··· Data for the task ···

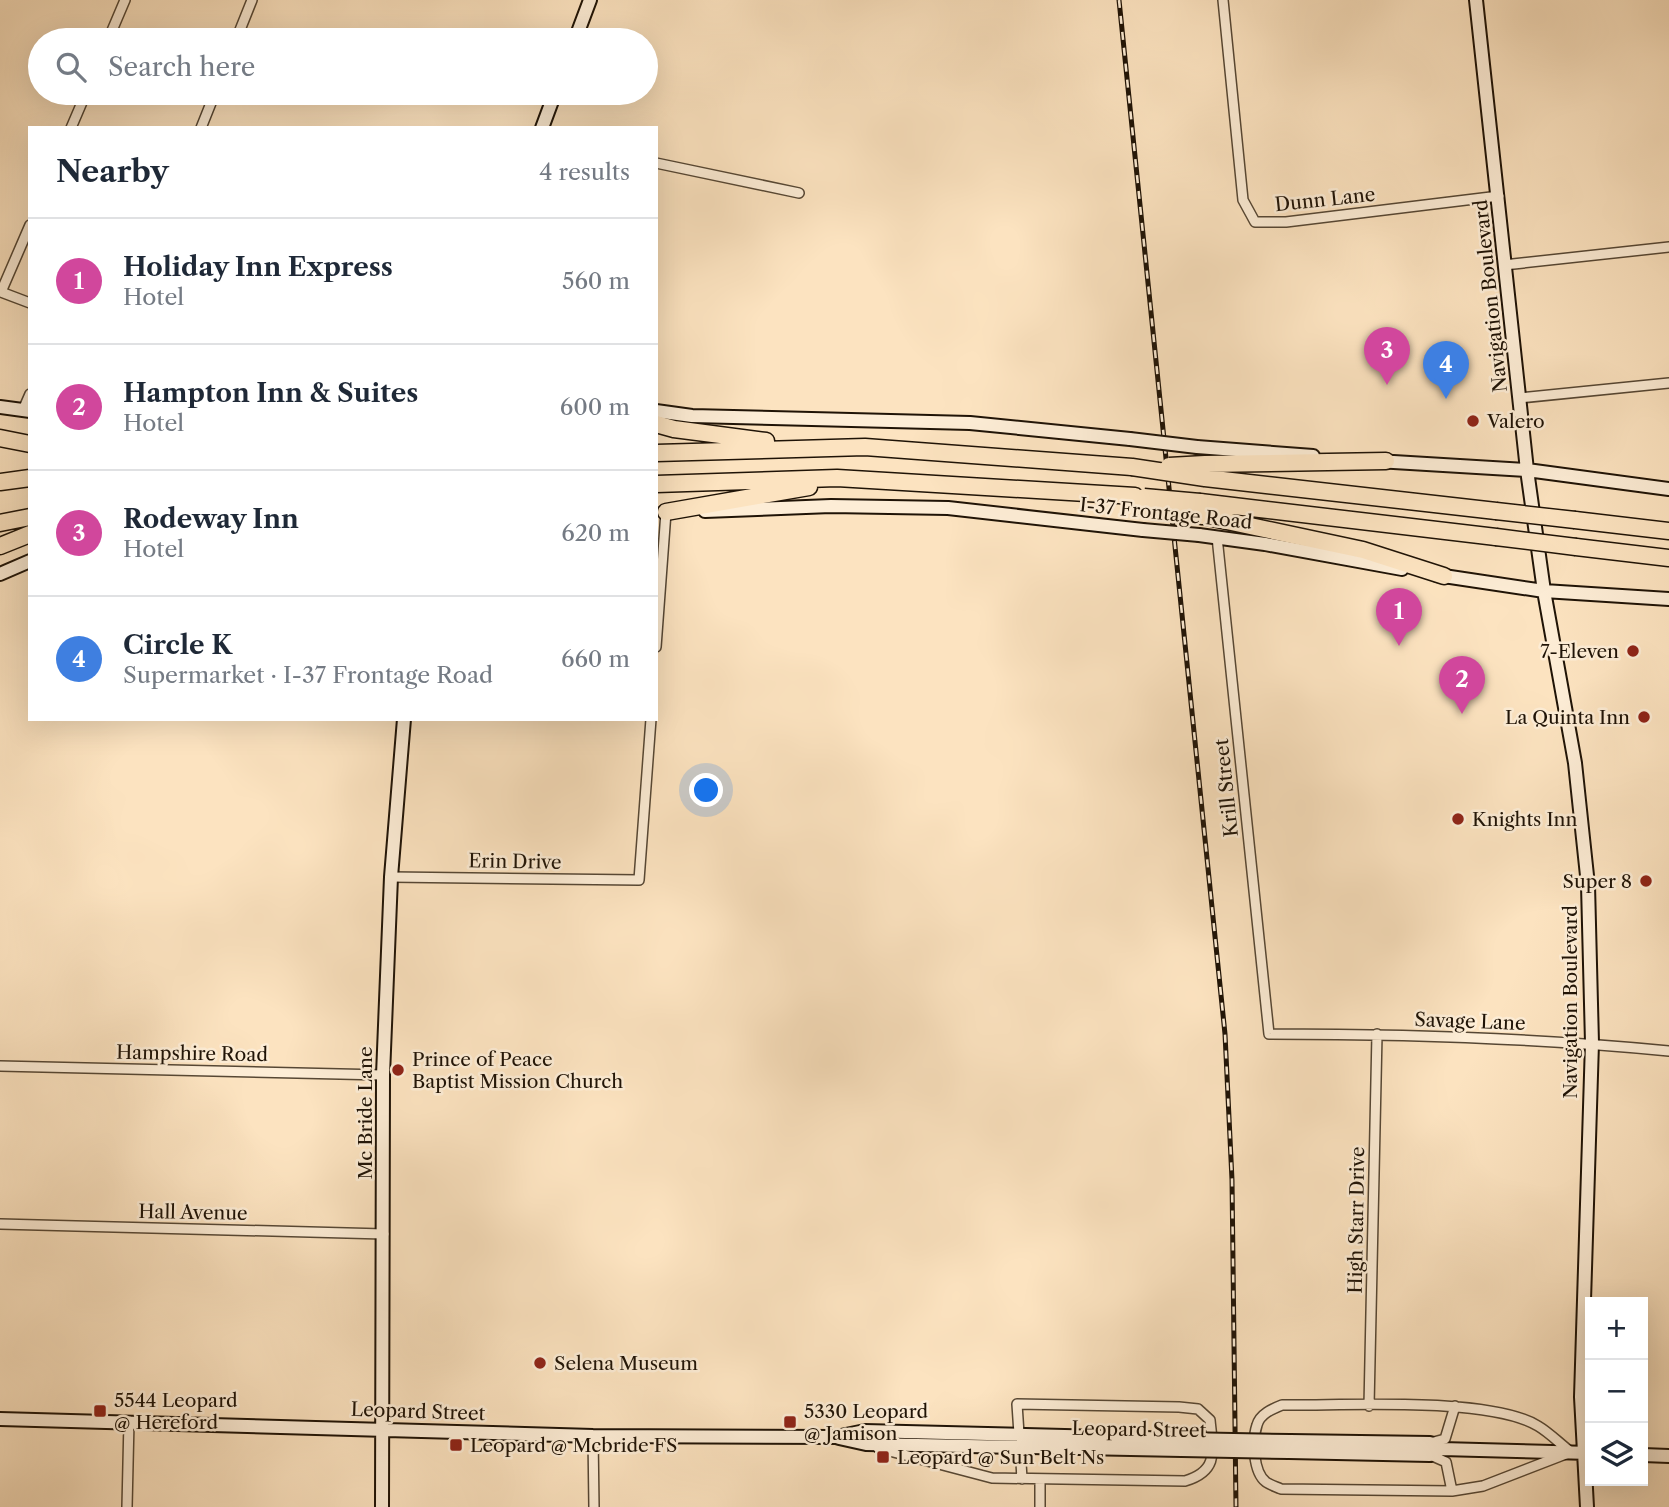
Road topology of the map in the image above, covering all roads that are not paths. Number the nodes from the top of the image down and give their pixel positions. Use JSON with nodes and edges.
{"nodes":[{"id":1,"x":125,"y":0,"type":"edge"},
{"id":2,"x":252,"y":0,"type":"edge"},
{"id":3,"x":590,"y":0,"type":"edge"},
{"id":4,"x":1223,"y":0,"type":"edge"},
{"id":5,"x":1476,"y":0,"type":"edge"},
{"id":6,"x":113,"y":28,"type":"edge"},
{"id":7,"x":241,"y":28,"type":"edge"},
{"id":8,"x":580,"y":28,"type":"edge"},
{"id":9,"x":81,"y":105,"type":"edge"},
{"id":10,"x":210,"y":105,"type":"edge"},
{"id":11,"x":551,"y":105,"type":"edge"},
{"id":12,"x":72,"y":126,"type":"edge"},
{"id":13,"x":202,"y":126,"type":"edge"},
{"id":14,"x":543,"y":126,"type":"edge"},
{"id":15,"x":658,"y":163,"type":"edge"},
{"id":16,"x":799,"y":192,"type":"dead end"},
{"id":17,"x":1499,"y":197,"type":"junction"},
{"id":18,"x":28,"y":230,"type":"edge"},
{"id":19,"x":1669,"y":247,"type":"edge"},
{"id":20,"x":1504,"y":265,"type":"junction"},
{"id":21,"x":28,"y":302,"type":"edge"},
{"id":22,"x":1669,"y":383,"type":"edge"},
{"id":23,"x":1520,"y":398,"type":"junction"},
{"id":24,"x":0,"y":407,"type":"edge"},
{"id":25,"x":27,"y":411,"type":"edge"},
{"id":26,"x":658,"y":411,"type":"edge"},
{"id":27,"x":658,"y":425,"type":"edge"},
{"id":28,"x":0,"y":438,"type":"edge"},
{"id":29,"x":28,"y":444,"type":"edge"},
{"id":30,"x":810,"y":447,"type":"junction"},
{"id":31,"x":658,"y":453,"type":"edge"},
{"id":32,"x":1387,"y":461,"type":"junction"},
{"id":33,"x":1527,"y":470,"type":"junction"},
{"id":34,"x":1205,"y":471,"type":"junction"},
{"id":35,"x":28,"y":478,"type":"edge"},
{"id":36,"x":0,"y":482,"type":"edge"},
{"id":37,"x":949,"y":483,"type":"junction"},
{"id":38,"x":658,"y":484,"type":"edge"},
{"id":39,"x":1669,"y":489,"type":"edge"},
{"id":40,"x":1202,"y":509,"type":"junction"},
{"id":41,"x":661,"y":513,"type":"edge"},
{"id":42,"x":28,"y":517,"type":"edge"},
{"id":43,"x":0,"y":523,"type":"edge"},
{"id":44,"x":1669,"y":531,"type":"edge"},
{"id":45,"x":28,"y":535,"type":"edge"},
{"id":46,"x":1217,"y":537,"type":"junction"},
{"id":47,"x":0,"y":546,"type":"edge"},
{"id":48,"x":1669,"y":558,"type":"edge"},
{"id":49,"x":28,"y":562,"type":"edge"},
{"id":50,"x":0,"y":574,"type":"edge"},
{"id":51,"x":1444,"y":576,"type":"junction"},
{"id":52,"x":1544,"y":591,"type":"junction"},
{"id":53,"x":658,"y":593,"type":"edge"},
{"id":54,"x":1669,"y":599,"type":"edge"},
{"id":55,"x":404,"y":721,"type":"edge"},
{"id":56,"x":651,"y":721,"type":"edge"},
{"id":57,"x":391,"y":877,"type":"junction"},
{"id":58,"x":1269,"y":1034,"type":"joint"},
{"id":59,"x":1377,"y":1034,"type":"junction"},
{"id":60,"x":1592,"y":1043,"type":"junction"},
{"id":61,"x":1669,"y":1051,"type":"edge"},
{"id":62,"x":0,"y":1066,"type":"edge"},
{"id":63,"x":383,"y":1075,"type":"junction"},
{"id":64,"x":0,"y":1224,"type":"edge"},
{"id":65,"x":384,"y":1234,"type":"junction"},
{"id":66,"x":1370,"y":1406,"type":"junction"},
{"id":67,"x":1455,"y":1406,"type":"junction"},
{"id":68,"x":0,"y":1419,"type":"edge"},
{"id":69,"x":129,"y":1421,"type":"junction"},
{"id":70,"x":382,"y":1429,"type":"junction"},
{"id":71,"x":593,"y":1436,"type":"junction"},
{"id":72,"x":835,"y":1437,"type":"junction"},
{"id":73,"x":1020,"y":1440,"type":"junction"},
{"id":74,"x":866,"y":1444,"type":"junction"},
{"id":75,"x":1434,"y":1449,"type":"junction"},
{"id":76,"x":1582,"y":1453,"type":"edge"},
{"id":77,"x":1648,"y":1455,"type":"edge"},
{"id":78,"x":1669,"y":1456,"type":"edge"},
{"id":79,"x":1022,"y":1479,"type":"junction"},
{"id":80,"x":1040,"y":1480,"type":"junction"},
{"id":81,"x":1452,"y":1491,"type":"junction"},
{"id":82,"x":127,"y":1507,"type":"edge"},
{"id":83,"x":382,"y":1507,"type":"edge"},
{"id":84,"x":594,"y":1507,"type":"edge"},
{"id":85,"x":1040,"y":1507,"type":"edge"},
{"id":86,"x":1587,"y":1507,"type":"edge"}],
"edges":[{"from":1,"to":6,"type":"street"},
{"from":2,"to":7,"type":"street"},
{"from":3,"to":8,"type":"main road"},
{"from":4,"to":17,"type":"street","name":"Dunn Lane"},
{"from":5,"to":17,"type":"main road","name":"Navigation Boulevard"},
{"from":9,"to":12,"type":"street"},
{"from":10,"to":13,"type":"street"},
{"from":11,"to":14,"type":"main road"},
{"from":15,"to":16,"type":"street"},
{"from":17,"to":20,"type":"main road","name":"Navigation Boulevard"},
{"from":18,"to":21,"type":"street"},
{"from":19,"to":20,"type":"street"},
{"from":20,"to":23,"type":"main road","name":"Navigation Boulevard"},
{"from":22,"to":23,"type":"street"},
{"from":23,"to":33,"type":"main road","name":"Navigation Boulevard"},
{"from":24,"to":25,"type":"main road"},
{"from":26,"to":32,"type":"main road","bridge":true},
{"from":27,"to":30,"type":"highway"},
{"from":28,"to":29,"type":"highway"},
{"from":30,"to":31,"type":"highway"},
{"from":30,"to":34,"type":"highway","bridge":true},
{"from":32,"to":33,"type":"main road"},
{"from":32,"to":34,"type":"highway"},
{"from":33,"to":39,"type":"main road"},
{"from":33,"to":52,"type":"main road","name":"Navigation Boulevard"},
{"from":34,"to":44,"type":"highway","bridge":true},
{"from":35,"to":36,"type":"highway"},
{"from":37,"to":38,"type":"highway"},
{"from":37,"to":40,"type":"highway","bridge":true},
{"from":37,"to":41,"type":"highway"},
{"from":40,"to":48,"type":"highway","bridge":true},
{"from":40,"to":51,"type":"highway"},
{"from":41,"to":46,"type":"main road","name":"I-37 Frontage Road","bridge":true},
{"from":41,"to":53,"type":"street"},
{"from":42,"to":43,"type":"highway"},
{"from":45,"to":47,"type":"highway"},
{"from":46,"to":51,"type":"main road","name":"I-37 Frontage Road"},
{"from":46,"to":58,"type":"street","name":"Krill Street"},
{"from":49,"to":50,"type":"main road"},
{"from":51,"to":52,"type":"main road","name":"I-37 Frontage Road"},
{"from":52,"to":54,"type":"main road","name":"I-37 Frontage Road"},
{"from":52,"to":60,"type":"main road","name":"Navigation Boulevard"},
{"from":55,"to":57,"type":"main road","name":"Mc Bride Lane"},
{"from":56,"to":57,"type":"street","name":"Erin Drive"},
{"from":57,"to":63,"type":"main road","name":"Mc Bride Lane"},
{"from":58,"to":59,"type":"street","name":"Savage Lane"},
{"from":59,"to":60,"type":"street","name":"Savage Lane"},
{"from":59,"to":66,"type":"street","name":"High Starr Drive"},
{"from":60,"to":61,"type":"street","name":"Savage Lane"},
{"from":60,"to":76,"type":"main road","name":"Navigation Boulevard"},
{"from":62,"to":63,"type":"street","name":"Hampshire Road"},
{"from":63,"to":65,"type":"main road","name":"Mc Bride Lane"},
{"from":64,"to":65,"type":"street","name":"Hall Avenue"},
{"from":65,"to":70,"type":"main road","name":"Mc Bride Lane"},
{"from":66,"to":67,"type":"street"},
{"from":66,"to":81,"type":"street"},
{"from":67,"to":75,"type":"street"},
{"from":67,"to":76,"type":"street"},
{"from":68,"to":69,"type":"main road","name":"Leopard Street"},
{"from":69,"to":70,"type":"main road","name":"Leopard Street"},
{"from":69,"to":82,"type":"street"},
{"from":70,"to":71,"type":"main road","name":"Leopard Street"},
{"from":70,"to":83,"type":"main road","name":"Mc Bride Lane"},
{"from":71,"to":72,"type":"main road","name":"Leopard Street"},
{"from":71,"to":84,"type":"street"},
{"from":72,"to":73,"type":"main road","name":"Leopard Street"},
{"from":72,"to":74,"type":"main road","name":"Leopard Street"},
{"from":73,"to":74,"type":"main road","name":"Leopard Street"},
{"from":73,"to":75,"type":"main road","name":"Leopard Street","bridge":true},
{"from":73,"to":79,"type":"street"},
{"from":73,"to":80,"type":"street"},
{"from":74,"to":79,"type":"street"},
{"from":75,"to":76,"type":"main road","name":"Leopard Street"},
{"from":75,"to":81,"type":"street"},
{"from":76,"to":81,"type":"street"},
{"from":76,"to":86,"type":"main road","name":"Navigation Boulevard"},
{"from":77,"to":78,"type":"main road"},
{"from":79,"to":80,"type":"street"},
{"from":80,"to":85,"type":"street"}]}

···

__Exercise prompt__. Lines that hold "Lane" are the ones to copy, so pick each out from the data.

__Completed exercise__.
{"from":4,"to":17,"type":"street","name":"Dunn Lane"},
{"from":55,"to":57,"type":"main road","name":"Mc Bride Lane"},
{"from":57,"to":63,"type":"main road","name":"Mc Bride Lane"},
{"from":58,"to":59,"type":"street","name":"Savage Lane"},
{"from":59,"to":60,"type":"street","name":"Savage Lane"},
{"from":60,"to":61,"type":"street","name":"Savage Lane"},
{"from":63,"to":65,"type":"main road","name":"Mc Bride Lane"},
{"from":65,"to":70,"type":"main road","name":"Mc Bride Lane"},
{"from":70,"to":83,"type":"main road","name":"Mc Bride Lane"},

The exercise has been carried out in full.